На глазах у графа показались слезы.
— Луиза будет жить, — проговорил он.
— О, вы ее не знаете! — отвечал я.
— Напротив, я говорю так, потому что знаю ее; Луиза не вправе умереть; она должна жить для нашего ребенка.
— Бедная женщина! — вскричал я. — Мне не было известно, что несчастье ее так велико.

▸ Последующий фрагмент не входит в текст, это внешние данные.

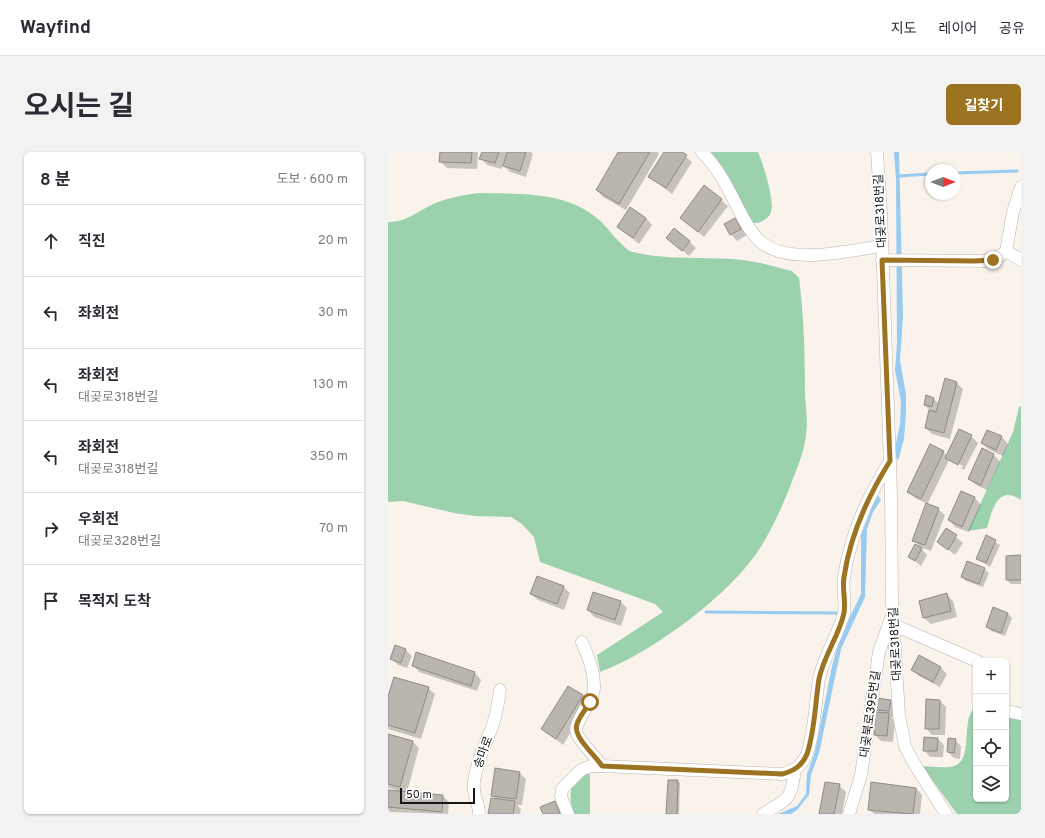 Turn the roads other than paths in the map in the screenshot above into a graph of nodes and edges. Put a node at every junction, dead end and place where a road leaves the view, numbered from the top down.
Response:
1 (702, 152) edge
2 (877, 152) edge
3 (1021, 187) edge
4 (881, 246) junction
5 (1006, 251) junction
6 (886, 260) junction
7 (1021, 260) edge
8 (890, 461) junction
9 (893, 620) junction
10 (582, 642) dead end
11 (973, 659) edge
12 (500, 690) dead end
13 (1009, 711) edge
14 (1021, 714) edge
15 (602, 766) junction
16 (795, 770) junction
17 (480, 814) edge
18 (568, 814) edge
19 (762, 814) edge
20 (849, 814) edge
21 (946, 814) edge

1 - 4 street
2 - 4 street, 대곶로318번길
3 - 5 street
4 - 6 street, 대곶로318번길
5 - 6 street
5 - 7 street
6 - 8 street, 대곶로318번길
8 - 9 street, 대곶로318번길
8 - 16 street
9 - 11 street
9 - 20 street, 대곶북로395번길
9 - 21 street, 대곶로318번길
10 - 15 street
12 - 17 street, 송마로
13 - 14 street
15 - 16 street
15 - 18 street
16 - 19 street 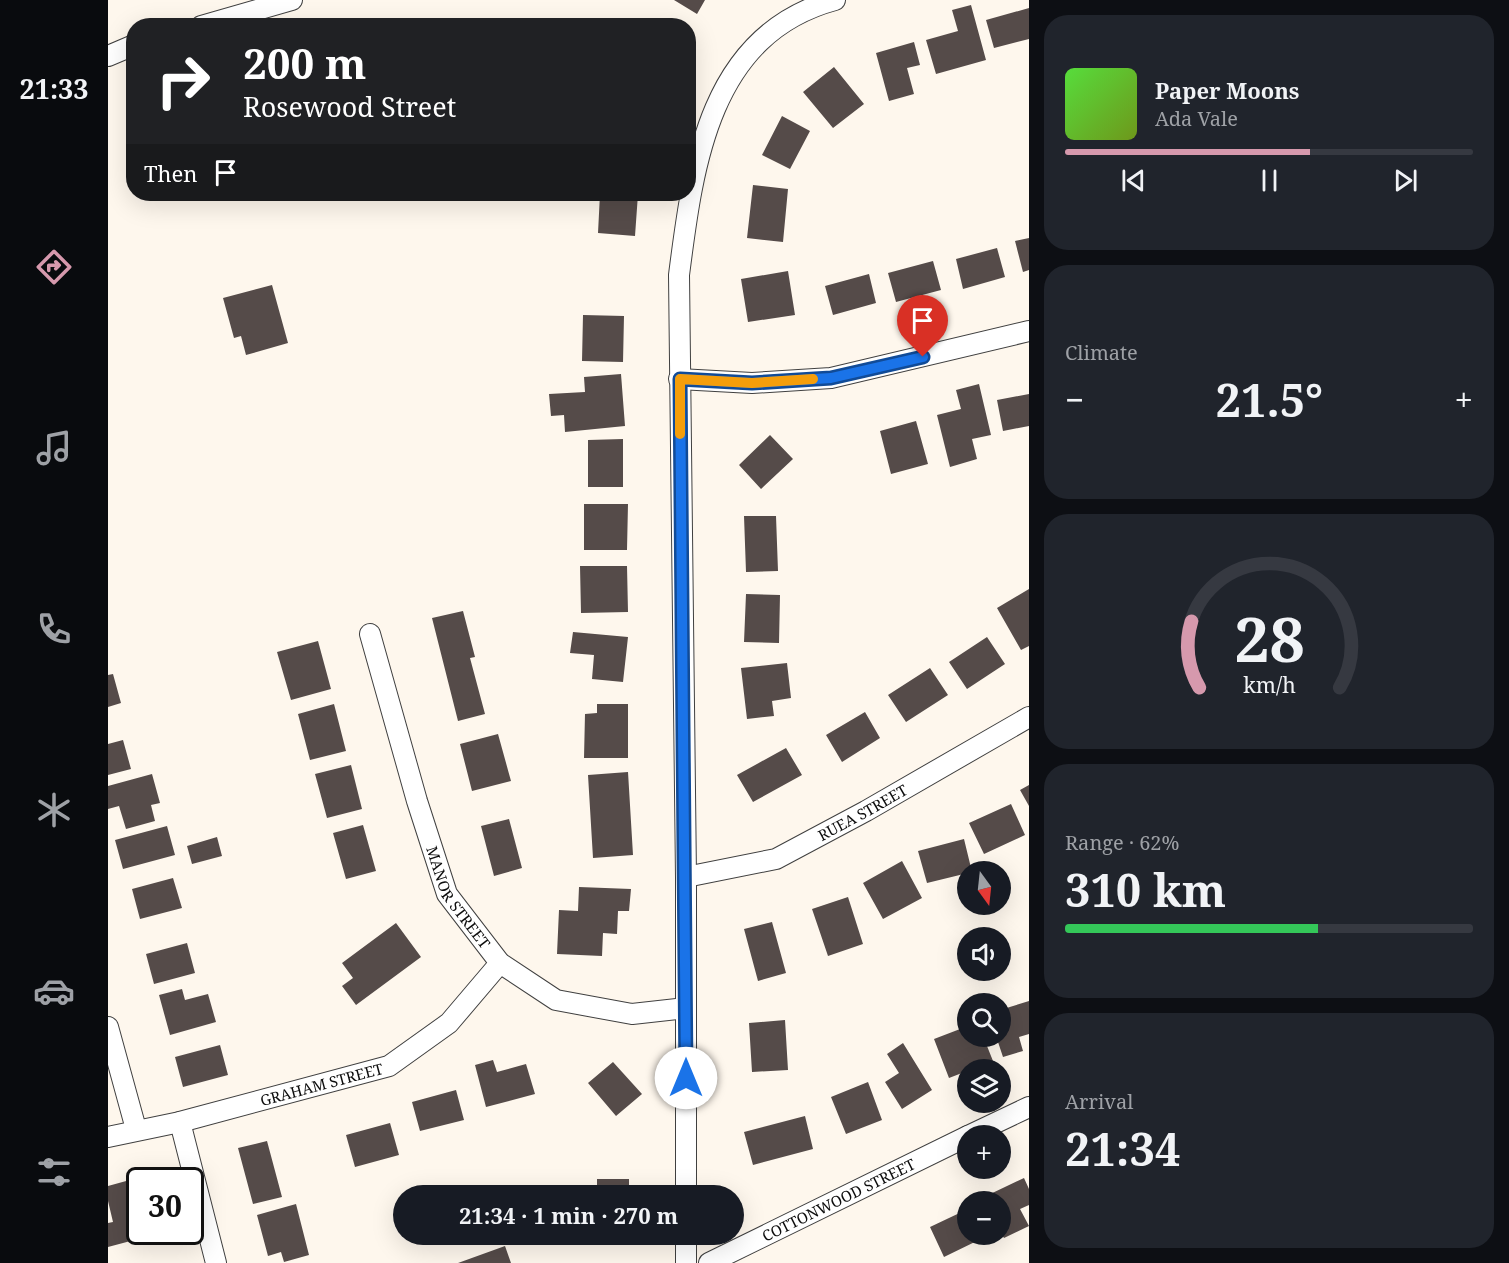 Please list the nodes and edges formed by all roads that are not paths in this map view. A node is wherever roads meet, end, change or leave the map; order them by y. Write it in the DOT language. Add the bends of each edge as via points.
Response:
graph roads {
  1 [pos="292,0"];
  2 [pos="835,0"];
  3 [pos="229,18"];
  4 [pos="126,48"];
  5 [pos="108,56"];
  6 [pos="696,173"];
  7 [pos="689,201"];
  8 [pos="1029,331"];
  9 [pos="680,379"];
  10 [pos="370,634"];
  11 [pos="1029,717"];
  12 [pos="686,877"];
  13 [pos="500,963"];
  14 [pos="686,1008"];
  15 [pos="108,1027"];
  16 [pos="1029,1107"];
  17 [pos="180,1122"];
  18 [pos="991,1125"];
  19 [pos="136,1129"];
  20 [pos="108,1137"];
  21 [pos="957,1141"];
  22 [pos="686,1185"];
  23 [pos="686,1245"];
  24 [pos="216,1263"];
  25 [pos="686,1263"];
  26 [pos="709,1263"];
  1 -- 3 [label="street"];
  2 -- 6 [label="street" via="811,6 767,34 726,82 708,127"];
  4 -- 5 [label="street"];
  7 -- 9 [label="street" via="679,275"];
  8 -- 9 [label="street" via="831,378 752,383"];
  9 -- 12 [label="street"];
  10 -- 13 [label="street, MANOR STREET" via="447,894"];
  11 -- 12 [label="street, RUEA STREET" via="776,859"];
  12 -- 14 [label="street"];
  13 -- 14 [label="street, MANOR STREET" via="556,1000 632,1014"];
  13 -- 17 [label="street, GRAHAM STREET" via="449,1023 389,1066"];
  14 -- 22 [label="street"];
  15 -- 19 [label="street"];
  16 -- 18 [label="street, COTTONWOOD STREET"];
  17 -- 19 [label="street, GRAHAM STREET"];
  17 -- 24 [label="street"];
  19 -- 20 [label="street, GRAHAM STREET"];
  21 -- 26 [label="street, COTTONWOOD STREET"];
  23 -- 25 [label="street"];
}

— Послушайте, — сказал граф, — поскольку я не знаю, что случится завтра, а скорее сегодня, то вот письмо для нее; надеюсь, что все окончится лучше, чем мы оба думаем, и что весь этот шум рассеется как дым, дым настолько неуловимый, что никто даже не заметит, а был ли огонь. Тогда вы уничтожите письмо, и все будет так, как если бы оно не было написано. В противном случае вы отдадите его Луизе. В этом письме содержится обращение к моей матери: я прошу ее относиться к Луизе как к своей родной дочери; я оставил бы ей все, что у меня есть, но вы понимаете, что если я буду схвачен и осужден, то первым делом будут конфискованы все мои имения, а потому дарение станет бесполезным. Что же касается наличных средств, то у меня их почти нет: будущая республика позаимствовала у меня все до последнего рубля, так что на этот счет я могу не беспокоиться. Обещаете ли вы исполнить мою просьбу?
— Клянусь вам.
— Благодарю; а теперь простимся. Постарайтесь, чтобы никто не заметил, как вы выходите от меня в такой час — это может навлечь на вас неприятности.
— Право, не знаю, следует ли мне оставлять вас одного.